In terms of fostering collaboration between researchers and policymakers, many models have demonstrated success. In the USA, Family Impact Seminar model (state level) [80,81,82,83] and the Research-to-Policy Collaboration model (federal level) [84] serve as examples. The William T. Grant Foundation has also synthesized guidance about approaches in this domain [85]. Outside of the USA, the SPIRIT model in Australia included a component intended to increase interactions between researchers and policymakers [86], and intermediary organizations in Canada are supported by government funds to help facilitate these connections [87]. While none of these models focus on children’s mental health in US state contexts, they offer guidance to inform the selection of implementation strategies that build on the findings of our study.

Limitations

The results of our study should be considered within the context of its scope and limitations. The study was broadly focused on the uses of research in state children’s mental health policymaking and not research evidence related to a specific mental health issue, intervention, or policy. Relatedly, the survey used a broad definition of research evidence and did not assess the uses of different types of evidence (e.g., testimony of families, agency reports). Prior qualitative research suggests that different types of evidence might be used in different ways [12, 13].

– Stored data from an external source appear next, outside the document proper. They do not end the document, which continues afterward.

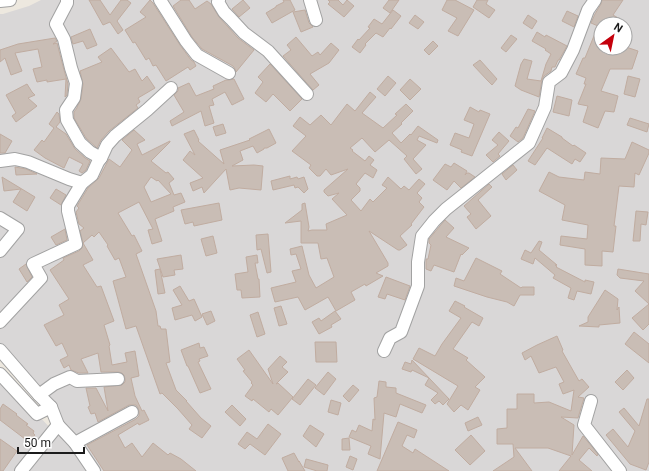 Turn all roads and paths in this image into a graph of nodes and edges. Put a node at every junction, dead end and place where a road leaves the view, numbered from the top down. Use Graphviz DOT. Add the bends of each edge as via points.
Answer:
graph roads {
  1 [pos="10,0"];
  2 [pos="67,0"];
  3 [pos="160,0"];
  4 [pos="219,0"];
  5 [pos="310,0"];
  6 [pos="595,0"];
  7 [pos="0,2"];
  8 [pos="316,20"];
  9 [pos="229,73"];
  10 [pos="171,88"];
  11 [pos="307,94"];
  12 [pos="101,158"];
  13 [pos="0,161"];
  14 [pos="82,183"];
  15 [pos="0,218"];
  16 [pos="0,251"];
  17 [pos="0,322"];
  18 [pos="0,350"];
  19 [pos="384,351"];
  20 [pos="0,374"];
  21 [pos="118,379"];
  22 [pos="39,395"];
  23 [pos="590,401"];
  24 [pos="51,407"];
  25 [pos="132,412"];
  26 [pos="58,425"];
  27 [pos="75,443"];
  28 [pos="22,471"];
  29 [pos="94,471"];
  30 [pos="620,471"];
  1 -- 7 [label="street"];
  2 -- 12 [label="street" via="56,24 64,39 76,83 74,98 66,110 67,120 80,143"];
  3 -- 9 [label="street" via="197,55"];
  4 -- 11 [label="street" via="224,12 244,33 268,51"];
  5 -- 8 [label="street"];
  6 -- 19 [label="street" via="588,10 561,73 549,82 545,107 529,143 446,209 422,236 418,286 401,332 390,338"];
  10 -- 12 [label="street" via="115,136"];
  12 -- 14 [label="street" via="92,175"];
  13 -- 14 [label="street" via="15,159 28,162"];
  14 -- 17 [label="street" via="68,206 76,244 33,264 41,278"];
  15 -- 16 [label="street" via="18,230"];
  18 -- 22 [label="street"];
  20 -- 24 [label="street" via="37,414"];
  21 -- 22 [label="street" via="77,381 70,377"];
  22 -- 24 [label="street"];
  23 -- 30 [label="street" via="584,425"];
  24 -- 26 [label="street"];
  25 -- 27 [label="street"];
  26 -- 27 [label="street"];
  26 -- 28 [label="street"];
  27 -- 29 [label="street"];
} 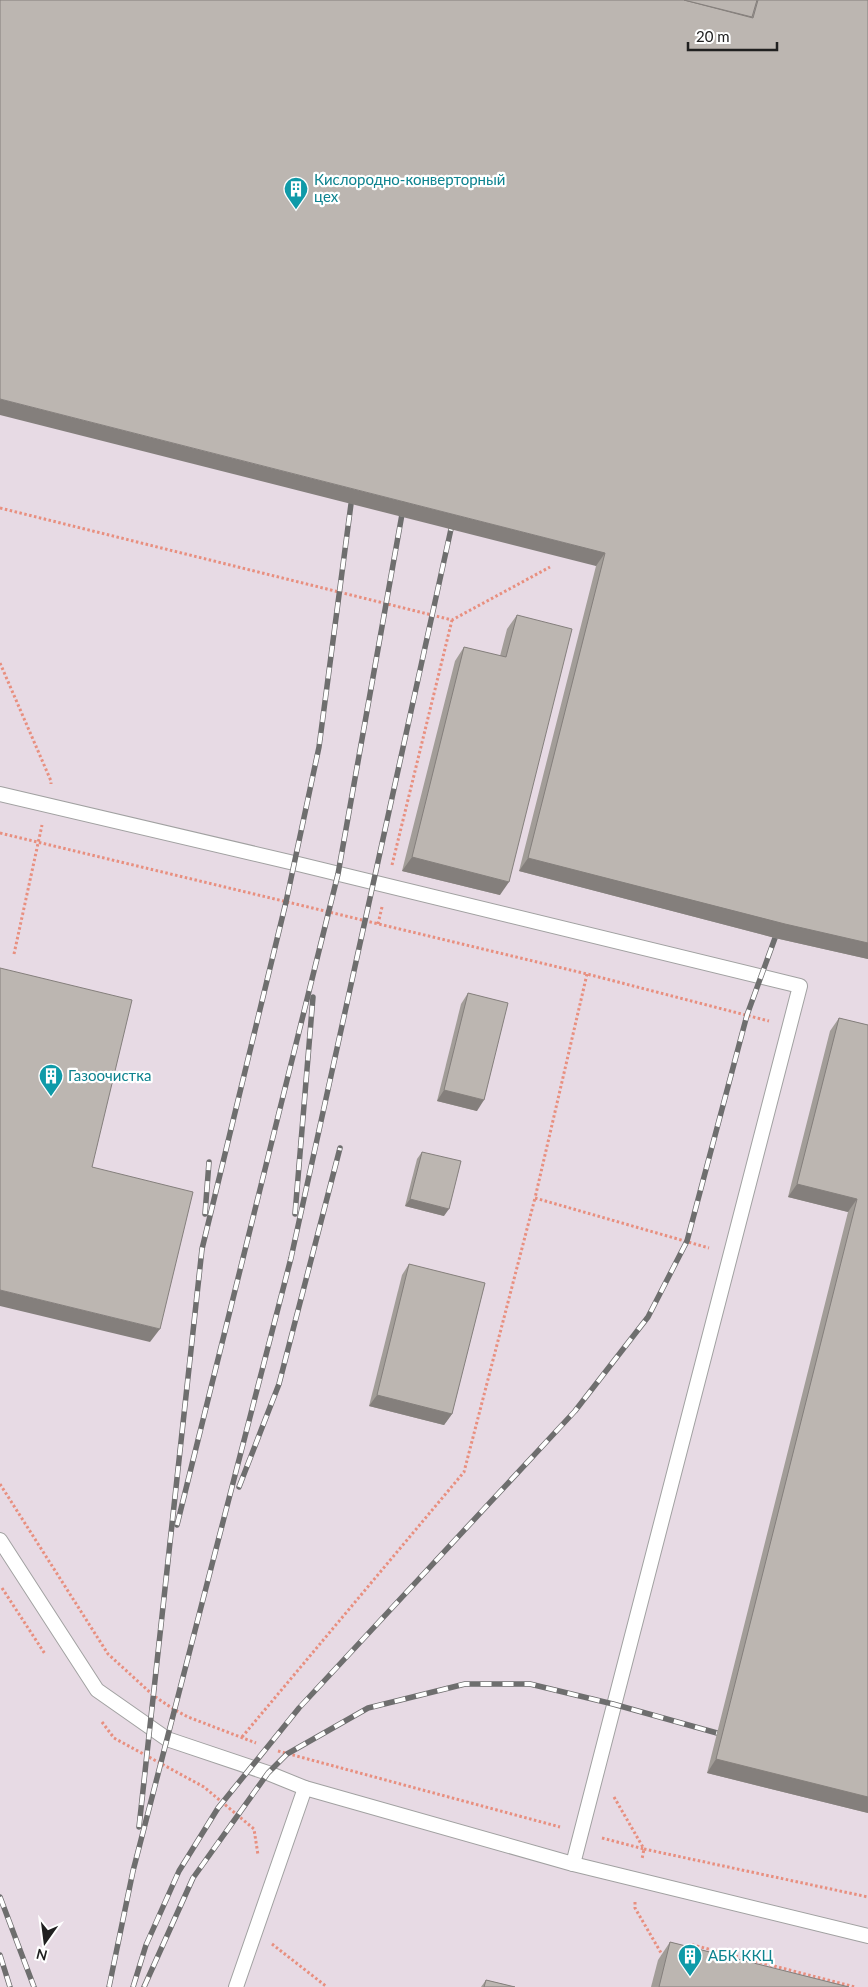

The aggregate response rate of 33.7% is considered good for a sample of policymakers [88] and consistent with prior surveys of administrative policymakers about uses or research evidence [21,22,23,24]. However, it is possible that survey respondents are not fully representative of all children’s mental health policymakers in US states, although 98% of all states had at least one respondent. It should be noted, however, the response rates were high for key stakeholder groups in our sample (e.g., 63.6% of all state children’s division directors and 57.1% for state child mental health planners). Our analyses did not focus on differences in research use between different types of decision-makers (e.g., agency directors vs. children’s division directors, SAMHSA grant administrators vs. non-SAMHSA grant administrators) and such comparisons are an area for future research.

Given that a relatively small number of respondents were from each state (median = 4), it is possible that the study was underpowered to fully capture state effects (although this was not an aim of the study). There would be value to future research which links survey data with administrative data about state agency context—similar to the data used by Bruns and colleagues in their analysis of outer-context factors associated with state mental health agency provision of evidence-based treatments [46, 47].

Conclusion

The frequency of children’s mental health research use in state agency policymaking does not vary according to the phase of policy process or type of research use, with the exception of imposed research use which occurs least frequently. Importantly, however, there is significant variation in the determinants of different types of research use. This suggests that decisions about the determinants to target with policy-focused implementation strategies—and the strategies that are selected to affect these targets—should be aligned with the specific types of research use that these strategies aim to influence.